- **EXERCISE GOAL**
Print the full listing below exactly, keeping every character as it stands.

- **DATA FOR ANALYSIS**
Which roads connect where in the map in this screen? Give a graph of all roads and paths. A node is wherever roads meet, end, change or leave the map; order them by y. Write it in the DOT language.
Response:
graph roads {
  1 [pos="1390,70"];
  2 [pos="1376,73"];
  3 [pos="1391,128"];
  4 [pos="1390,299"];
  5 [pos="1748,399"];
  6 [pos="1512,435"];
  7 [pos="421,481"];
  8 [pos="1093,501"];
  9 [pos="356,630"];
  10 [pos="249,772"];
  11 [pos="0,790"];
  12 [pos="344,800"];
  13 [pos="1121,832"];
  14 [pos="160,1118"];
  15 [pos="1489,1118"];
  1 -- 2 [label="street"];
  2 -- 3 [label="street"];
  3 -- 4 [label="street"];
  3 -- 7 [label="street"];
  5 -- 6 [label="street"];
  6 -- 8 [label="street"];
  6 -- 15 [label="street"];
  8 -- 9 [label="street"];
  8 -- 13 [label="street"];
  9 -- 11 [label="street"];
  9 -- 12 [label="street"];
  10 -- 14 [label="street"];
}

- **SOLUTION FOR THIS PROBLEM**
Which roads connect where in the map in this screen? Give a graph of all roads and paths. A node is wherever roads meet, end, change or leave the map; order them by y. Write it in the DOT language.
Response:
graph roads {
  1 [pos="1390,70"];
  2 [pos="1376,73"];
  3 [pos="1391,128"];
  4 [pos="1390,299"];
  5 [pos="1748,399"];
  6 [pos="1512,435"];
  7 [pos="421,481"];
  8 [pos="1093,501"];
  9 [pos="356,630"];
  10 [pos="249,772"];
  11 [pos="0,790"];
  12 [pos="344,800"];
  13 [pos="1121,832"];
  14 [pos="160,1118"];
  15 [pos="1489,1118"];
  1 -- 2 [label="street"];
  2 -- 3 [label="street"];
  3 -- 4 [label="street"];
  3 -- 7 [label="street"];
  5 -- 6 [label="street"];
  6 -- 8 [label="street"];
  6 -- 15 [label="street"];
  8 -- 9 [label="street"];
  8 -- 13 [label="street"];
  9 -- 11 [label="street"];
  9 -- 12 [label="street"];
  10 -- 14 [label="street"];
}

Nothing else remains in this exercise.